**What this task involves**
Pictures are to be left out, and every entry repeated exactly.

**Given records**
....

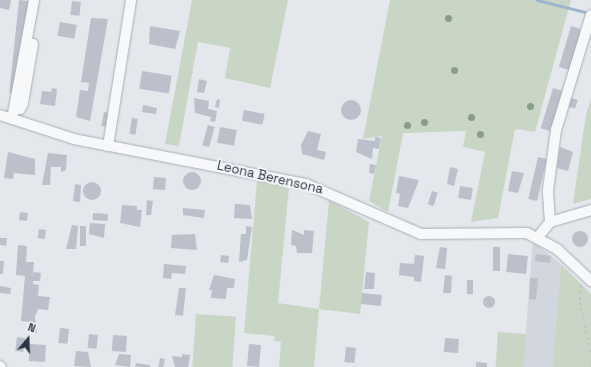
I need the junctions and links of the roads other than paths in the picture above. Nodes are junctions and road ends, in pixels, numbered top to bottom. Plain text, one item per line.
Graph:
1 (131, 0) edge
2 (37, 1) edge
3 (591, 14) edge
4 (0, 115) edge
5 (12, 120) junction
6 (108, 146) junction
7 (591, 210) edge
8 (550, 222) junction
9 (538, 237) junction
10 (586, 282) edge

1 - 6 street
2 - 5 street
3 - 8 street
4 - 5 street, Leona Berensona
5 - 6 street, Leona Berensona
6 - 9 street, Leona Berensona
7 - 8 street
8 - 9 street
9 - 10 street, Leona Berensona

....

**Answer space**
I need the junctions and links of the roads other than paths in the picture above. Nodes are junctions and road ends, in pixels, numbered top to bottom. Plain text, one item per line.
Graph:
1 (131, 0) edge
2 (37, 1) edge
3 (591, 14) edge
4 (0, 115) edge
5 (12, 120) junction
6 (108, 146) junction
7 (591, 210) edge
8 (550, 222) junction
9 (538, 237) junction
10 (586, 282) edge

1 - 6 street
2 - 5 street
3 - 8 street
4 - 5 street, Leona Berensona
5 - 6 street, Leona Berensona
6 - 9 street, Leona Berensona
7 - 8 street
8 - 9 street
9 - 10 street, Leona Berensona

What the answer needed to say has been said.